## Task to complete
When you copy the listing, reproduce each line as it appears and omit every image.

Source information Start Marker

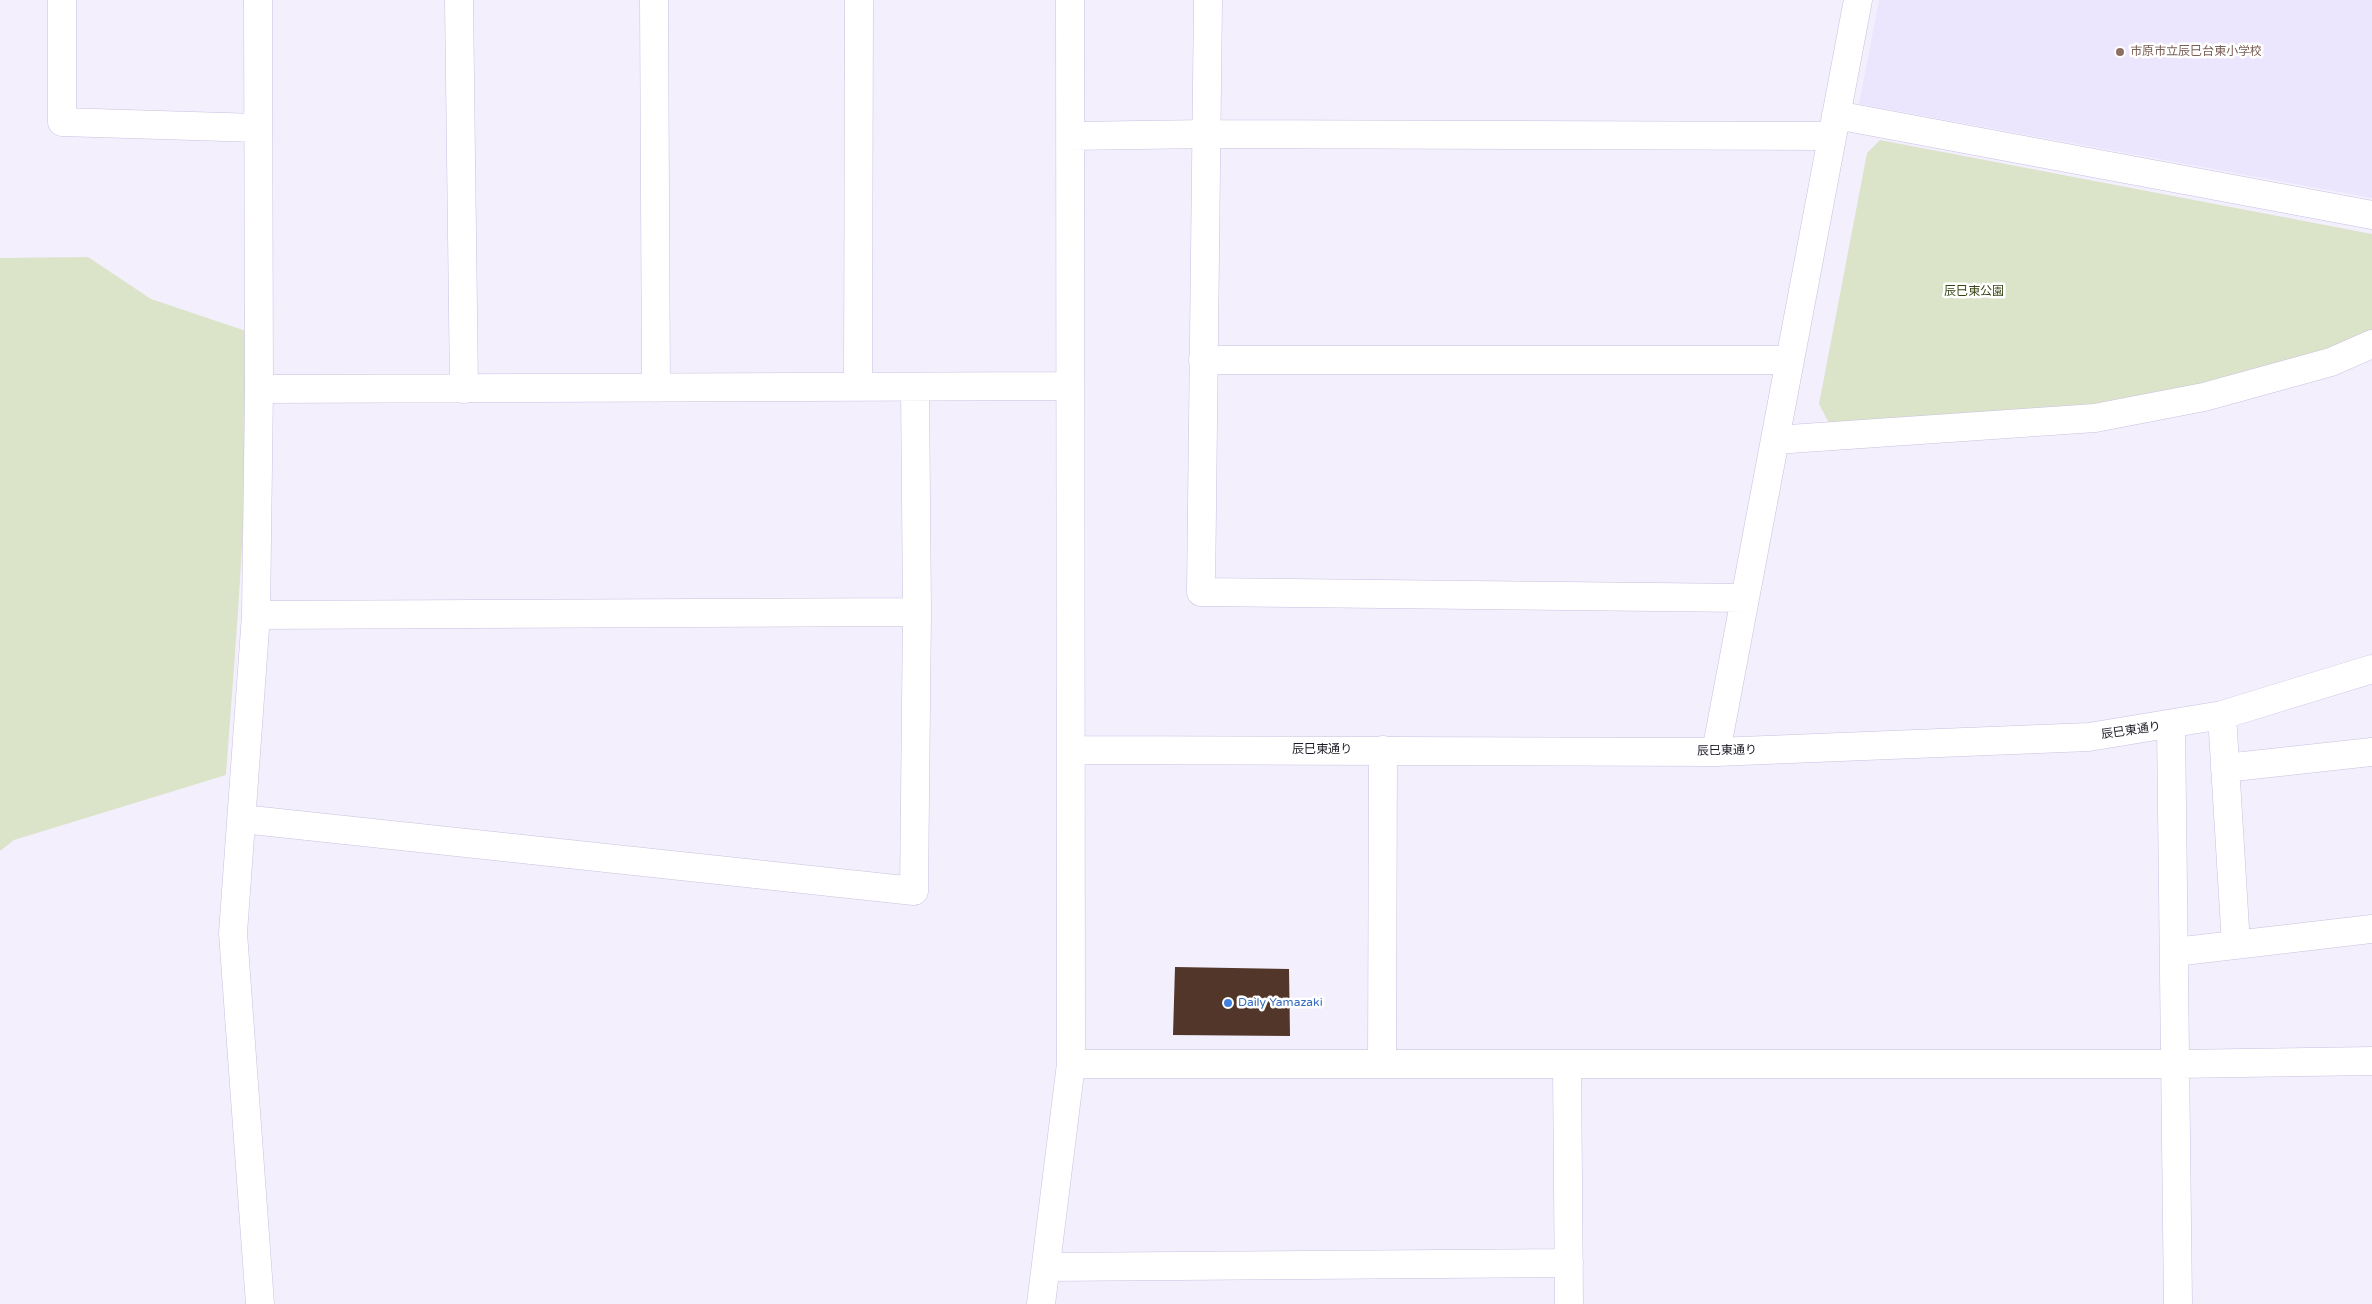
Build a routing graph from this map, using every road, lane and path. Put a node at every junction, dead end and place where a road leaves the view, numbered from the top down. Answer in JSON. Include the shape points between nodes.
{"nodes":[{"id":1,"x":62,"y":0,"type":"edge"},
{"id":2,"x":258,"y":0,"type":"edge"},
{"id":3,"x":459,"y":0,"type":"edge"},
{"id":4,"x":654,"y":0,"type":"edge"},
{"id":5,"x":860,"y":0,"type":"edge"},
{"id":6,"x":1070,"y":0,"type":"edge"},
{"id":7,"x":1208,"y":0,"type":"edge"},
{"id":8,"x":1858,"y":0,"type":"edge"},
{"id":9,"x":1834,"y":126,"type":"junction"},
{"id":10,"x":258,"y":128,"type":"junction"},
{"id":11,"x":1207,"y":134,"type":"junction"},
{"id":12,"x":1070,"y":136,"type":"junction"},
{"id":13,"x":2372,"y":215,"type":"edge"},
{"id":14,"x":2372,"y":344,"type":"edge"},
{"id":15,"x":1204,"y":360,"type":"junction"},
{"id":16,"x":1790,"y":360,"type":"junction"},
{"id":17,"x":1070,"y":386,"type":"junction"},
{"id":18,"x":858,"y":387,"type":"junction"},
{"id":19,"x":915,"y":387,"type":"junction"},
{"id":20,"x":656,"y":388,"type":"junction"},
{"id":21,"x":259,"y":389,"type":"junction"},
{"id":22,"x":464,"y":389,"type":"junction"},
{"id":23,"x":1775,"y":440,"type":"junction"},
{"id":24,"x":1745,"y":598,"type":"junction"},
{"id":25,"x":917,"y":612,"type":"junction"},
{"id":26,"x":256,"y":615,"type":"junction"},
{"id":27,"x":2372,"y":669,"type":"edge"},
{"id":28,"x":2222,"y":715,"type":"junction"},
{"id":29,"x":2171,"y":725,"type":"junction"},
{"id":30,"x":1072,"y":750,"type":"junction"},
{"id":31,"x":1383,"y":750,"type":"junction"},
{"id":32,"x":1716,"y":752,"type":"junction"},
{"id":33,"x":2372,"y":752,"type":"edge"},
{"id":34,"x":2225,"y":768,"type":"junction"},
{"id":35,"x":242,"y":819,"type":"junction"},
{"id":36,"x":2372,"y":929,"type":"edge"},
{"id":37,"x":2236,"y":945,"type":"junction"},
{"id":38,"x":2175,"y":952,"type":"junction"},
{"id":39,"x":2372,"y":1061,"type":"edge"},
{"id":40,"x":1072,"y":1064,"type":"junction"},
{"id":41,"x":1382,"y":1064,"type":"junction"},
{"id":42,"x":1567,"y":1064,"type":"junction"},
{"id":43,"x":2177,"y":1064,"type":"junction"},
{"id":44,"x":1569,"y":1262,"type":"junction"},
{"id":45,"x":1047,"y":1268,"type":"junction"},
{"id":46,"x":260,"y":1304,"type":"edge"},
{"id":47,"x":1041,"y":1304,"type":"edge"},
{"id":48,"x":1569,"y":1304,"type":"edge"},
{"id":49,"x":2178,"y":1304,"type":"edge"}],
"edges":[{"from":1,"to":10,"type":"street","via":[[62,122]]},
{"from":2,"to":10,"type":"street"},
{"from":3,"to":22,"type":"street"},
{"from":4,"to":20,"type":"street"},
{"from":5,"to":18,"type":"street"},
{"from":6,"to":12,"type":"street"},
{"from":7,"to":11,"type":"street"},
{"from":8,"to":9,"type":"street"},
{"from":9,"to":11,"type":"street"},
{"from":9,"to":13,"type":"street"},
{"from":9,"to":16,"type":"street"},
{"from":10,"to":21,"type":"street"},
{"from":11,"to":12,"type":"street"},
{"from":11,"to":15,"type":"street"},
{"from":12,"to":17,"type":"street"},
{"from":14,"to":23,"type":"street","via":[[2330,362],[2204,397],[2095,418]]},
{"from":15,"to":16,"type":"street"},
{"from":15,"to":24,"type":"street","via":[[1201,592]]},
{"from":16,"to":23,"type":"street"},
{"from":17,"to":19,"type":"street"},
{"from":17,"to":30,"type":"street"},
{"from":18,"to":19,"type":"street"},
{"from":18,"to":20,"type":"street"},
{"from":19,"to":25,"type":"street"},
{"from":20,"to":22,"type":"street"},
{"from":21,"to":22,"type":"street"},
{"from":21,"to":26,"type":"street"},
{"from":23,"to":24,"type":"street"},
{"from":24,"to":32,"type":"street"},
{"from":25,"to":26,"type":"street"},
{"from":25,"to":35,"type":"street","via":[[914,890]]},
{"from":26,"to":35,"type":"street"},
{"from":27,"to":28,"type":"street","name":"辰巳東通り"},
{"from":28,"to":29,"type":"street","name":"辰巳東通り"},
{"from":28,"to":34,"type":"street"},
{"from":29,"to":32,"type":"street","name":"辰巳東通り","via":[[2088,737]]},
{"from":29,"to":38,"type":"street"},
{"from":30,"to":31,"type":"street","name":"辰巳東通り"},
{"from":30,"to":40,"type":"street"},
{"from":31,"to":32,"type":"street","name":"辰巳東通り"},
{"from":31,"to":41,"type":"street"},
{"from":33,"to":34,"type":"street"},
{"from":34,"to":37,"type":"street"},
{"from":35,"to":46,"type":"street","via":[[233,933]]},
{"from":36,"to":37,"type":"street"},
{"from":37,"to":38,"type":"street"},
{"from":38,"to":43,"type":"street"},
{"from":39,"to":43,"type":"street"},
{"from":40,"to":41,"type":"street"},
{"from":40,"to":45,"type":"street"},
{"from":41,"to":42,"type":"street"},
{"from":42,"to":43,"type":"street"},
{"from":42,"to":44,"type":"street"},
{"from":43,"to":49,"type":"street"},
{"from":44,"to":45,"type":"street"},
{"from":44,"to":48,"type":"street"},
{"from":45,"to":47,"type":"street"}]}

Source information End Marker

## Task solution
Build a routing graph from this map, using every road, lane and path. Put a node at every junction, dead end and place where a road leaves the view, numbered from the top down. Answer in JSON. Include the shape points between nodes.
{"nodes":[{"id":1,"x":62,"y":0,"type":"edge"},
{"id":2,"x":258,"y":0,"type":"edge"},
{"id":3,"x":459,"y":0,"type":"edge"},
{"id":4,"x":654,"y":0,"type":"edge"},
{"id":5,"x":860,"y":0,"type":"edge"},
{"id":6,"x":1070,"y":0,"type":"edge"},
{"id":7,"x":1208,"y":0,"type":"edge"},
{"id":8,"x":1858,"y":0,"type":"edge"},
{"id":9,"x":1834,"y":126,"type":"junction"},
{"id":10,"x":258,"y":128,"type":"junction"},
{"id":11,"x":1207,"y":134,"type":"junction"},
{"id":12,"x":1070,"y":136,"type":"junction"},
{"id":13,"x":2372,"y":215,"type":"edge"},
{"id":14,"x":2372,"y":344,"type":"edge"},
{"id":15,"x":1204,"y":360,"type":"junction"},
{"id":16,"x":1790,"y":360,"type":"junction"},
{"id":17,"x":1070,"y":386,"type":"junction"},
{"id":18,"x":858,"y":387,"type":"junction"},
{"id":19,"x":915,"y":387,"type":"junction"},
{"id":20,"x":656,"y":388,"type":"junction"},
{"id":21,"x":259,"y":389,"type":"junction"},
{"id":22,"x":464,"y":389,"type":"junction"},
{"id":23,"x":1775,"y":440,"type":"junction"},
{"id":24,"x":1745,"y":598,"type":"junction"},
{"id":25,"x":917,"y":612,"type":"junction"},
{"id":26,"x":256,"y":615,"type":"junction"},
{"id":27,"x":2372,"y":669,"type":"edge"},
{"id":28,"x":2222,"y":715,"type":"junction"},
{"id":29,"x":2171,"y":725,"type":"junction"},
{"id":30,"x":1072,"y":750,"type":"junction"},
{"id":31,"x":1383,"y":750,"type":"junction"},
{"id":32,"x":1716,"y":752,"type":"junction"},
{"id":33,"x":2372,"y":752,"type":"edge"},
{"id":34,"x":2225,"y":768,"type":"junction"},
{"id":35,"x":242,"y":819,"type":"junction"},
{"id":36,"x":2372,"y":929,"type":"edge"},
{"id":37,"x":2236,"y":945,"type":"junction"},
{"id":38,"x":2175,"y":952,"type":"junction"},
{"id":39,"x":2372,"y":1061,"type":"edge"},
{"id":40,"x":1072,"y":1064,"type":"junction"},
{"id":41,"x":1382,"y":1064,"type":"junction"},
{"id":42,"x":1567,"y":1064,"type":"junction"},
{"id":43,"x":2177,"y":1064,"type":"junction"},
{"id":44,"x":1569,"y":1262,"type":"junction"},
{"id":45,"x":1047,"y":1268,"type":"junction"},
{"id":46,"x":260,"y":1304,"type":"edge"},
{"id":47,"x":1041,"y":1304,"type":"edge"},
{"id":48,"x":1569,"y":1304,"type":"edge"},
{"id":49,"x":2178,"y":1304,"type":"edge"}],
"edges":[{"from":1,"to":10,"type":"street","via":[[62,122]]},
{"from":2,"to":10,"type":"street"},
{"from":3,"to":22,"type":"street"},
{"from":4,"to":20,"type":"street"},
{"from":5,"to":18,"type":"street"},
{"from":6,"to":12,"type":"street"},
{"from":7,"to":11,"type":"street"},
{"from":8,"to":9,"type":"street"},
{"from":9,"to":11,"type":"street"},
{"from":9,"to":13,"type":"street"},
{"from":9,"to":16,"type":"street"},
{"from":10,"to":21,"type":"street"},
{"from":11,"to":12,"type":"street"},
{"from":11,"to":15,"type":"street"},
{"from":12,"to":17,"type":"street"},
{"from":14,"to":23,"type":"street","via":[[2330,362],[2204,397],[2095,418]]},
{"from":15,"to":16,"type":"street"},
{"from":15,"to":24,"type":"street","via":[[1201,592]]},
{"from":16,"to":23,"type":"street"},
{"from":17,"to":19,"type":"street"},
{"from":17,"to":30,"type":"street"},
{"from":18,"to":19,"type":"street"},
{"from":18,"to":20,"type":"street"},
{"from":19,"to":25,"type":"street"},
{"from":20,"to":22,"type":"street"},
{"from":21,"to":22,"type":"street"},
{"from":21,"to":26,"type":"street"},
{"from":23,"to":24,"type":"street"},
{"from":24,"to":32,"type":"street"},
{"from":25,"to":26,"type":"street"},
{"from":25,"to":35,"type":"street","via":[[914,890]]},
{"from":26,"to":35,"type":"street"},
{"from":27,"to":28,"type":"street","name":"辰巳東通り"},
{"from":28,"to":29,"type":"street","name":"辰巳東通り"},
{"from":28,"to":34,"type":"street"},
{"from":29,"to":32,"type":"street","name":"辰巳東通り","via":[[2088,737]]},
{"from":29,"to":38,"type":"street"},
{"from":30,"to":31,"type":"street","name":"辰巳東通り"},
{"from":30,"to":40,"type":"street"},
{"from":31,"to":32,"type":"street","name":"辰巳東通り"},
{"from":31,"to":41,"type":"street"},
{"from":33,"to":34,"type":"street"},
{"from":34,"to":37,"type":"street"},
{"from":35,"to":46,"type":"street","via":[[233,933]]},
{"from":36,"to":37,"type":"street"},
{"from":37,"to":38,"type":"street"},
{"from":38,"to":43,"type":"street"},
{"from":39,"to":43,"type":"street"},
{"from":40,"to":41,"type":"street"},
{"from":40,"to":45,"type":"street"},
{"from":41,"to":42,"type":"street"},
{"from":42,"to":43,"type":"street"},
{"from":42,"to":44,"type":"street"},
{"from":43,"to":49,"type":"street"},
{"from":44,"to":45,"type":"street"},
{"from":44,"to":48,"type":"street"},
{"from":45,"to":47,"type":"street"}]}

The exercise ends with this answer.